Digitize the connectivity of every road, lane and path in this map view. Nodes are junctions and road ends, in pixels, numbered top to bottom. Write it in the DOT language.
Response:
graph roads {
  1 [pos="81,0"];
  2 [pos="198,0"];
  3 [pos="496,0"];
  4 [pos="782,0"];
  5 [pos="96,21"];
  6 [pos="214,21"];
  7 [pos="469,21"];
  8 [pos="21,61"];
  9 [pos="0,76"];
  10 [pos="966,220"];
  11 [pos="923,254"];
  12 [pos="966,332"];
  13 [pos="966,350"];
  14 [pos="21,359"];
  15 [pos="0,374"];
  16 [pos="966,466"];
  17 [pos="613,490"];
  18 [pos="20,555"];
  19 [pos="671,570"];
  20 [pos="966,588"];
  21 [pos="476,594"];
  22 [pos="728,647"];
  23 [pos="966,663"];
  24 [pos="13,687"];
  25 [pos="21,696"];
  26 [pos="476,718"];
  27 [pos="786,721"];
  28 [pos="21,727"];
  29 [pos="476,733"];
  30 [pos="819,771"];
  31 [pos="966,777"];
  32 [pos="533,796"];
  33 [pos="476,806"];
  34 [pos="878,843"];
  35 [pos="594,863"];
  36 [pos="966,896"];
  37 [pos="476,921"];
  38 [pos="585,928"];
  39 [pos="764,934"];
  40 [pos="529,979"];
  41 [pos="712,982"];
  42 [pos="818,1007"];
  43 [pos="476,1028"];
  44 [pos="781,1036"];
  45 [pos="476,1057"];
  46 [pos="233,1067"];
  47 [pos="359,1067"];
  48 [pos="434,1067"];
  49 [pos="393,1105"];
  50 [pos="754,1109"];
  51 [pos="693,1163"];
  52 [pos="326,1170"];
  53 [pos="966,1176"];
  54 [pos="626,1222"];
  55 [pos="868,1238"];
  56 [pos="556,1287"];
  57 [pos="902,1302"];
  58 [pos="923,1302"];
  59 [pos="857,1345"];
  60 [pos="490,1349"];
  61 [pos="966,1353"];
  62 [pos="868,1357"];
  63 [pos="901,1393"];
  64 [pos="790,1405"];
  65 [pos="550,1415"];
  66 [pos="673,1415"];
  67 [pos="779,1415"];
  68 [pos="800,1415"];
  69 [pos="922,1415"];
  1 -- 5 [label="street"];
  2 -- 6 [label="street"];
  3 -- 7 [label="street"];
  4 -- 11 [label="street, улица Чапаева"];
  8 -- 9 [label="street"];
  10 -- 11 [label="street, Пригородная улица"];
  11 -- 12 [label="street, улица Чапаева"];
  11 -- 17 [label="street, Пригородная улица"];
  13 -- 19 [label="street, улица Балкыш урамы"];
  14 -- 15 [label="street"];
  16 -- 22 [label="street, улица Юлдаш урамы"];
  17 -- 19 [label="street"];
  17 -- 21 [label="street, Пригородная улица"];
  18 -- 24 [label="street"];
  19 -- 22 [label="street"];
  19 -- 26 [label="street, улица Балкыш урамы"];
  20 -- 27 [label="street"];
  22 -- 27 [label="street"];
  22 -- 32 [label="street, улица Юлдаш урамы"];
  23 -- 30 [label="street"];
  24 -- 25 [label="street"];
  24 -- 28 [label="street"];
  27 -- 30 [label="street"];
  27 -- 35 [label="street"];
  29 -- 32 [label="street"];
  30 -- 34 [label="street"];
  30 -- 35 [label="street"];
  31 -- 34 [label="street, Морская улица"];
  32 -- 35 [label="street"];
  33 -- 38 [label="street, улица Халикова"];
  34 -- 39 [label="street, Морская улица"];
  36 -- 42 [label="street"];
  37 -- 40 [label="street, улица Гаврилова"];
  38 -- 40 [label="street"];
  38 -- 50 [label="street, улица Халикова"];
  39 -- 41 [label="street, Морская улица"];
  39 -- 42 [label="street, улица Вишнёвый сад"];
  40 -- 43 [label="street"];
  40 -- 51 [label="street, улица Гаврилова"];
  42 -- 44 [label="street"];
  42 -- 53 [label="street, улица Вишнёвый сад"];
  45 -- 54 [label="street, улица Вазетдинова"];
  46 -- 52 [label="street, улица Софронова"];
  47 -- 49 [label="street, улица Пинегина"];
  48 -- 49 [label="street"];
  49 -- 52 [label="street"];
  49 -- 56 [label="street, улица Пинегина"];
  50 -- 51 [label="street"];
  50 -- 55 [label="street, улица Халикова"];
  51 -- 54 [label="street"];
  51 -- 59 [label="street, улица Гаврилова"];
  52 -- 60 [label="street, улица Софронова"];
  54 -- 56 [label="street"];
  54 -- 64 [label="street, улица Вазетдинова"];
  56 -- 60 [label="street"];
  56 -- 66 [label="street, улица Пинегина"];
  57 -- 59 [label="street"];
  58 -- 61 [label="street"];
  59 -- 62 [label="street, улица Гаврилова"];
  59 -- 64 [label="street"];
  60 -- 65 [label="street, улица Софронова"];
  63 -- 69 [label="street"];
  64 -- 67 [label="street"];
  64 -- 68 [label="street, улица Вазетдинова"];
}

-------

Task description
Restate the material above exactly, leaving nothing out.

Solution
Digitize the connectivity of every road, lane and path in this map view. Nodes are junctions and road ends, in pixels, numbered top to bottom. Write it in the DOT language.
Response:
graph roads {
  1 [pos="81,0"];
  2 [pos="198,0"];
  3 [pos="496,0"];
  4 [pos="782,0"];
  5 [pos="96,21"];
  6 [pos="214,21"];
  7 [pos="469,21"];
  8 [pos="21,61"];
  9 [pos="0,76"];
  10 [pos="966,220"];
  11 [pos="923,254"];
  12 [pos="966,332"];
  13 [pos="966,350"];
  14 [pos="21,359"];
  15 [pos="0,374"];
  16 [pos="966,466"];
  17 [pos="613,490"];
  18 [pos="20,555"];
  19 [pos="671,570"];
  20 [pos="966,588"];
  21 [pos="476,594"];
  22 [pos="728,647"];
  23 [pos="966,663"];
  24 [pos="13,687"];
  25 [pos="21,696"];
  26 [pos="476,718"];
  27 [pos="786,721"];
  28 [pos="21,727"];
  29 [pos="476,733"];
  30 [pos="819,771"];
  31 [pos="966,777"];
  32 [pos="533,796"];
  33 [pos="476,806"];
  34 [pos="878,843"];
  35 [pos="594,863"];
  36 [pos="966,896"];
  37 [pos="476,921"];
  38 [pos="585,928"];
  39 [pos="764,934"];
  40 [pos="529,979"];
  41 [pos="712,982"];
  42 [pos="818,1007"];
  43 [pos="476,1028"];
  44 [pos="781,1036"];
  45 [pos="476,1057"];
  46 [pos="233,1067"];
  47 [pos="359,1067"];
  48 [pos="434,1067"];
  49 [pos="393,1105"];
  50 [pos="754,1109"];
  51 [pos="693,1163"];
  52 [pos="326,1170"];
  53 [pos="966,1176"];
  54 [pos="626,1222"];
  55 [pos="868,1238"];
  56 [pos="556,1287"];
  57 [pos="902,1302"];
  58 [pos="923,1302"];
  59 [pos="857,1345"];
  60 [pos="490,1349"];
  61 [pos="966,1353"];
  62 [pos="868,1357"];
  63 [pos="901,1393"];
  64 [pos="790,1405"];
  65 [pos="550,1415"];
  66 [pos="673,1415"];
  67 [pos="779,1415"];
  68 [pos="800,1415"];
  69 [pos="922,1415"];
  1 -- 5 [label="street"];
  2 -- 6 [label="street"];
  3 -- 7 [label="street"];
  4 -- 11 [label="street, улица Чапаева"];
  8 -- 9 [label="street"];
  10 -- 11 [label="street, Пригородная улица"];
  11 -- 12 [label="street, улица Чапаева"];
  11 -- 17 [label="street, Пригородная улица"];
  13 -- 19 [label="street, улица Балкыш урамы"];
  14 -- 15 [label="street"];
  16 -- 22 [label="street, улица Юлдаш урамы"];
  17 -- 19 [label="street"];
  17 -- 21 [label="street, Пригородная улица"];
  18 -- 24 [label="street"];
  19 -- 22 [label="street"];
  19 -- 26 [label="street, улица Балкыш урамы"];
  20 -- 27 [label="street"];
  22 -- 27 [label="street"];
  22 -- 32 [label="street, улица Юлдаш урамы"];
  23 -- 30 [label="street"];
  24 -- 25 [label="street"];
  24 -- 28 [label="street"];
  27 -- 30 [label="street"];
  27 -- 35 [label="street"];
  29 -- 32 [label="street"];
  30 -- 34 [label="street"];
  30 -- 35 [label="street"];
  31 -- 34 [label="street, Морская улица"];
  32 -- 35 [label="street"];
  33 -- 38 [label="street, улица Халикова"];
  34 -- 39 [label="street, Морская улица"];
  36 -- 42 [label="street"];
  37 -- 40 [label="street, улица Гаврилова"];
  38 -- 40 [label="street"];
  38 -- 50 [label="street, улица Халикова"];
  39 -- 41 [label="street, Морская улица"];
  39 -- 42 [label="street, улица Вишнёвый сад"];
  40 -- 43 [label="street"];
  40 -- 51 [label="street, улица Гаврилова"];
  42 -- 44 [label="street"];
  42 -- 53 [label="street, улица Вишнёвый сад"];
  45 -- 54 [label="street, улица Вазетдинова"];
  46 -- 52 [label="street, улица Софронова"];
  47 -- 49 [label="street, улица Пинегина"];
  48 -- 49 [label="street"];
  49 -- 52 [label="street"];
  49 -- 56 [label="street, улица Пинегина"];
  50 -- 51 [label="street"];
  50 -- 55 [label="street, улица Халикова"];
  51 -- 54 [label="street"];
  51 -- 59 [label="street, улица Гаврилова"];
  52 -- 60 [label="street, улица Софронова"];
  54 -- 56 [label="street"];
  54 -- 64 [label="street, улица Вазетдинова"];
  56 -- 60 [label="street"];
  56 -- 66 [label="street, улица Пинегина"];
  57 -- 59 [label="street"];
  58 -- 61 [label="street"];
  59 -- 62 [label="street, улица Гаврилова"];
  59 -- 64 [label="street"];
  60 -- 65 [label="street, улица Софронова"];
  63 -- 69 [label="street"];
  64 -- 67 [label="street"];
  64 -- 68 [label="street, улица Вазетдинова"];
}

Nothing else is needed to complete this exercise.